» Task item: Count the lines below containing "links". Number only.

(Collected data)

↓

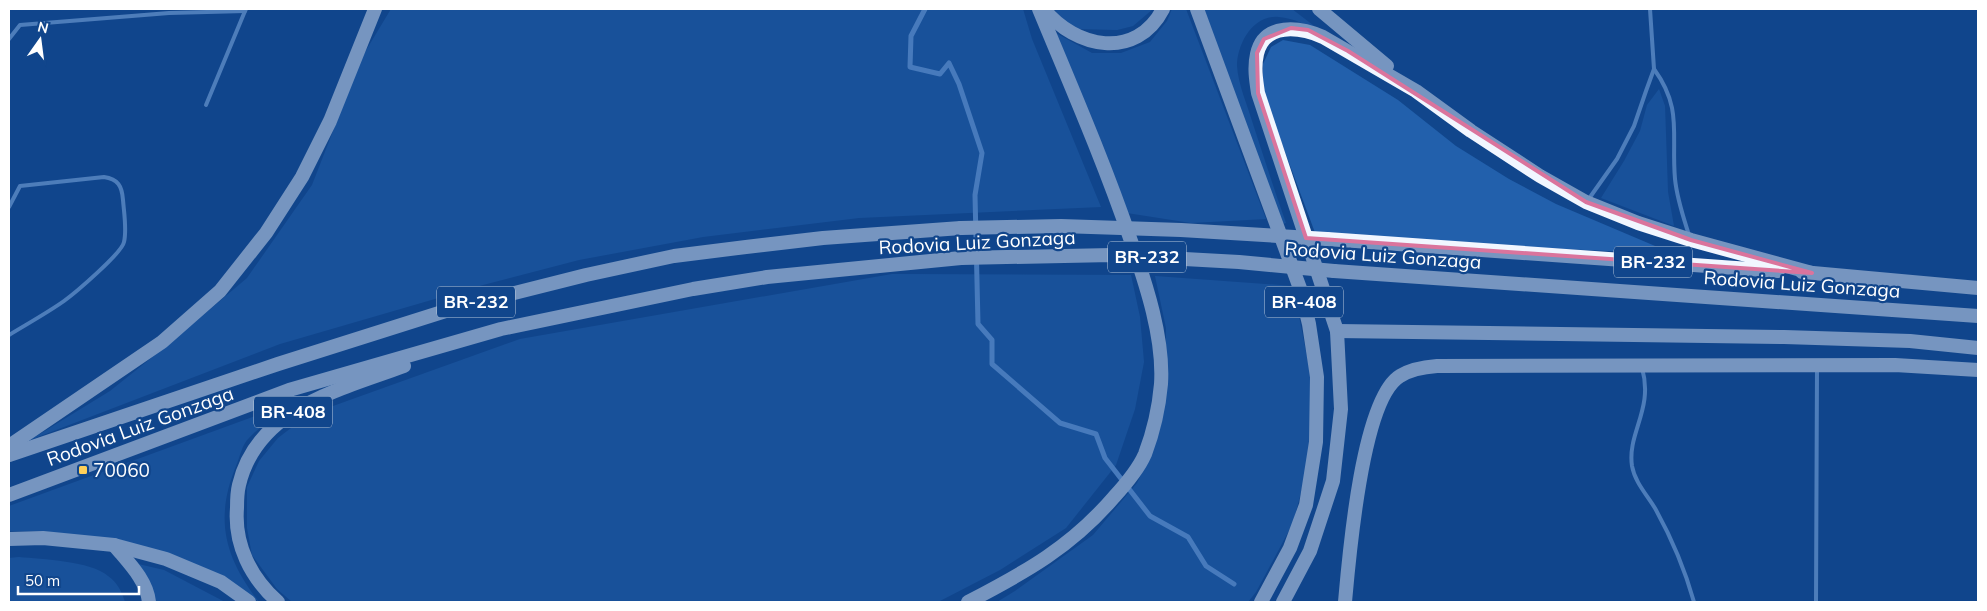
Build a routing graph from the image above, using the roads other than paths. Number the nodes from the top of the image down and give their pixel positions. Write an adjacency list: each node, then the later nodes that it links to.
1 (376, 9): 26 (highway)
2 (1039, 9): 34 (highway)
3 (1044, 9): 4 (highway)
4 (1163, 9)
5 (1197, 9): 35 (highway, BR-408)
6 (1319, 9): 11 (highway)
7 (1650, 9): 10 (lane)
8 (245, 10): 9 (lane); 12 (lane)
9 (9, 39)
10 (1654, 69): 13 (lane); 15 (lane)
11 (1416, 91): 13 (highway); 20 (highway)
12 (206, 104)
13 (1586, 202): 15 (highway)
14 (9, 207): 21 (lane)
15 (1691, 240): 16 (highway)
16 (1812, 273): 17 (highway, Rodovia Luiz Gonzaga / BR-232); 27 (highway, Rodovia Luiz Gonzaga / BR-232, bridge)
17 (1978, 288)
18 (1978, 316): 19 (highway, Rodovia Luiz Gonzaga / BR-232, bridge)
19 (501, 329): 28 (highway, Rodovia Luiz Gonzaga / BR-232); 33 (highway, BR-408)
20 (1337, 331): 22 (highway); 36 (highway)
21 (9, 336)
22 (1978, 348)
23 (1817, 364): 24 (highway); 25 (highway); 39 (lane)
24 (1641, 365): 37 (highway); 38 (lane)
25 (1978, 370)
26 (9, 446)
27 (9, 455)
28 (9, 495)
29 (9, 539): 30 (highway)
30 (114, 545): 31 (highway); 32 (highway)
31 (149, 602)
32 (249, 602)
33 (278, 602)
34 (968, 602)
35 (1261, 602)
36 (1283, 602)
37 (1345, 602)
38 (1694, 602)
39 (1816, 602)

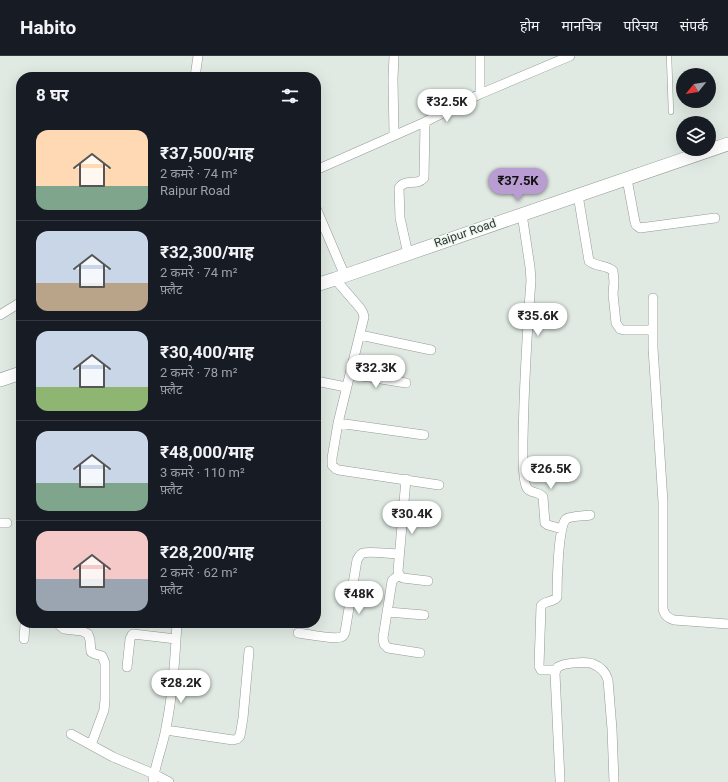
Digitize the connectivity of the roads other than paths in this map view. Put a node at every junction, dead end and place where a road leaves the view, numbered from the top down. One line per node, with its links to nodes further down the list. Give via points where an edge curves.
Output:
1 (198, 56): 6 (street)
2 (394, 56): 10 (street)
3 (480, 56): 7 (street)
4 (570, 56): 7 (street)
5 (669, 56): 8 (lane)
6 (196, 72)
7 (480, 94): 9 (street)
8 (671, 112)
9 (425, 122): 10 (street); 18 (street, via 424,178 422,181 402,184 399,188 400,218)
10 (394, 135): 12 (street)
11 (728, 144): 13 (main road, Raipur Road)
12 (321, 168)
13 (628, 178): 14 (main road, Raipur Road); 16 (street, via 635,222 640,228)
14 (578, 195): 15 (main road, Raipur Road); 24 (street, via 590,261 613,271 616,323 624,330)
15 (522, 214): 18 (main road, Raipur Road); 38 (street, via 531,280 524,418 525,481 529,490 543,497 545,523)
16 (715, 218)
17 (321, 222): 19 (street)
18 (408, 254): 19 (main road, Raipur Road)
19 (340, 277): 20 (main road, Raipur Road); 25 (street, via 363,313)
20 (321, 283)
21 (653, 298): 24 (street)
22 (16, 305): 23 (street)
23 (0, 315)
24 (653, 330): 44 (street, via 663,502 663,609 666,616 674,620)
25 (360, 335): 26 (street); 27 (street)
26 (431, 350)
27 (350, 374): 31 (street); 32 (street)
28 (16, 375): 29 (main road)
29 (0, 380)
30 (321, 382): 32 (street)
31 (406, 383)
32 (346, 387): 33 (street)
33 (338, 423): 34 (street); 35 (street, via 332,462 336,469)
34 (424, 435)
35 (406, 479): 36 (street); 39 (street)
36 (439, 485)
37 (590, 515): 38 (street, via 568,518)
38 (562, 529): 54 (street, via 557,597 541,606 539,666 541,670)
39 (399, 554): 40 (street); 48 (street, via 367,552 359,556 344,635 334,638)
40 (399, 575): 41 (street, via 405,579); 42 (street, via 392,581)
41 (428, 581)
42 (388, 612): 43 (street); 52 (street, via 383,638 385,646)
43 (424, 615)
44 (728, 624)
45 (24, 628): 49 (street)
46 (63, 628): 57 (street, via 88,634 91,652 102,656 105,663 104,710)
47 (177, 628): 50 (street)
48 (298, 632)
49 (24, 639)
50 (176, 639): 53 (street, via 133,634 130,639); 55 (street, via 172,700)
51 (249, 651): 55 (street, via 239,738 233,740)
52 (420, 653)
53 (127, 667)
54 (556, 670): 59 (street); 61 (street, via 562,666 588,663 599,667 606,675)
55 (166, 730): 58 (street)
56 (71, 734): 57 (street)
57 (91, 745): 58 (street)
58 (154, 778): 60 (street)
59 (560, 780)
60 (169, 782)
61 (614, 782)

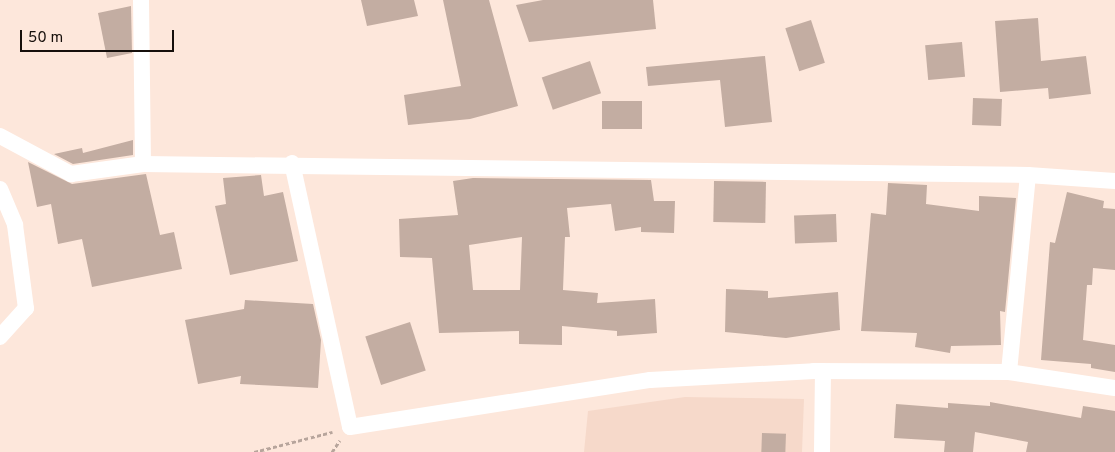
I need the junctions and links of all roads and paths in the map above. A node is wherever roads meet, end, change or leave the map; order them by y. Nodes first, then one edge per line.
1 (141, 0) edge
2 (0, 136) edge
3 (292, 163) junction
4 (143, 164) junction
5 (1028, 176) junction
6 (1115, 181) edge
7 (0, 189) edge
8 (0, 337) edge
9 (823, 372) junction
10 (1009, 372) junction
11 (1115, 388) edge
12 (350, 427) junction
13 (254, 452) edge
14 (822, 452) edge

1 - 4 street
2 - 4 street
3 - 4 street
3 - 5 street
3 - 12 street
5 - 6 street
5 - 10 street
7 - 8 street
9 - 10 street
9 - 12 street
9 - 14 street
10 - 11 street
12 - 13 path

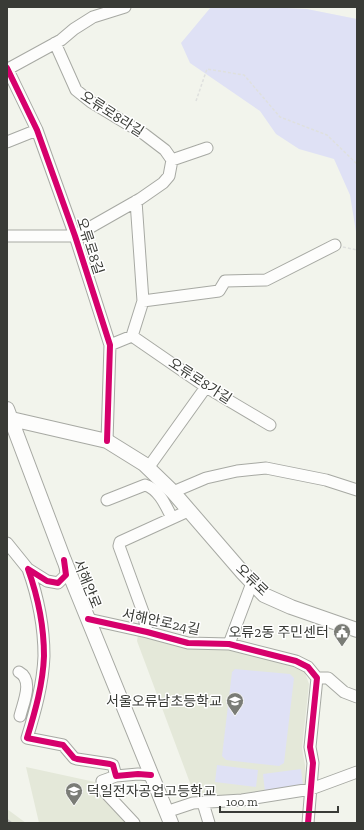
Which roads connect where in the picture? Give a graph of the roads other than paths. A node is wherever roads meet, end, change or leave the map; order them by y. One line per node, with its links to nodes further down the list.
1 (125, 7): 2 (street)
2 (55, 43): 3 (street); 7 (street, 오류로8라길)
3 (7, 69): 4 (street, 오류로8길)
4 (37, 130): 5 (street); 10 (street, 오류로8길)
5 (7, 142)
6 (208, 148): 7 (street)
7 (172, 160): 8 (street)
8 (136, 201): 10 (street); 12 (street)
9 (8, 235): 10 (street)
10 (75, 236): 14 (street, 오류로8길)
11 (335, 245): 12 (street)
12 (143, 301): 13 (street)
13 (132, 336): 14 (street); 15 (street, 오류로8가길)
14 (110, 345): 18 (street, 오류로8길)
15 (206, 386): 17 (street, 오류로8가길); 19 (street)
16 (9, 415): 18 (main road, 오류로); 26 (main road, 서해안로)
17 (270, 425)
18 (107, 440): 19 (main road, 오류로)
19 (148, 468): 21 (main road, 오류로)
20 (357, 490): 21 (street)
21 (173, 492): 23 (main road, 오류로)
22 (107, 500): 24 (street)
23 (188, 511): 24 (street); 28 (main road, 오류로)
24 (172, 518): 31 (street)
25 (7, 543): 27 (street)
26 (64, 560): 27 (street); 29 (main road, 서해안로)
27 (28, 569): 38 (street)
28 (252, 583): 30 (main road, 오류로); 32 (street)
29 (88, 619): 31 (street, 서해안로24길); 39 (main road, 서해안로)
30 (357, 630)
31 (147, 632): 32 (street, 서해안로24길)
32 (229, 644): 34 (street, 서해안로24길)
33 (18, 672): 36 (street)
34 (317, 678): 35 (street); 40 (street)
35 (357, 697)
36 (20, 716)
37 (357, 772): 40 (street)
38 (116, 776): 39 (street); 43 (street)
39 (151, 776): 42 (main road, 서해안로)
40 (311, 789): 41 (street); 45 (street)
41 (203, 803): 42 (street); 44 (street)
42 (168, 818)
43 (134, 823)
44 (209, 823)
45 (308, 823)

↑

» Finished exercise: 4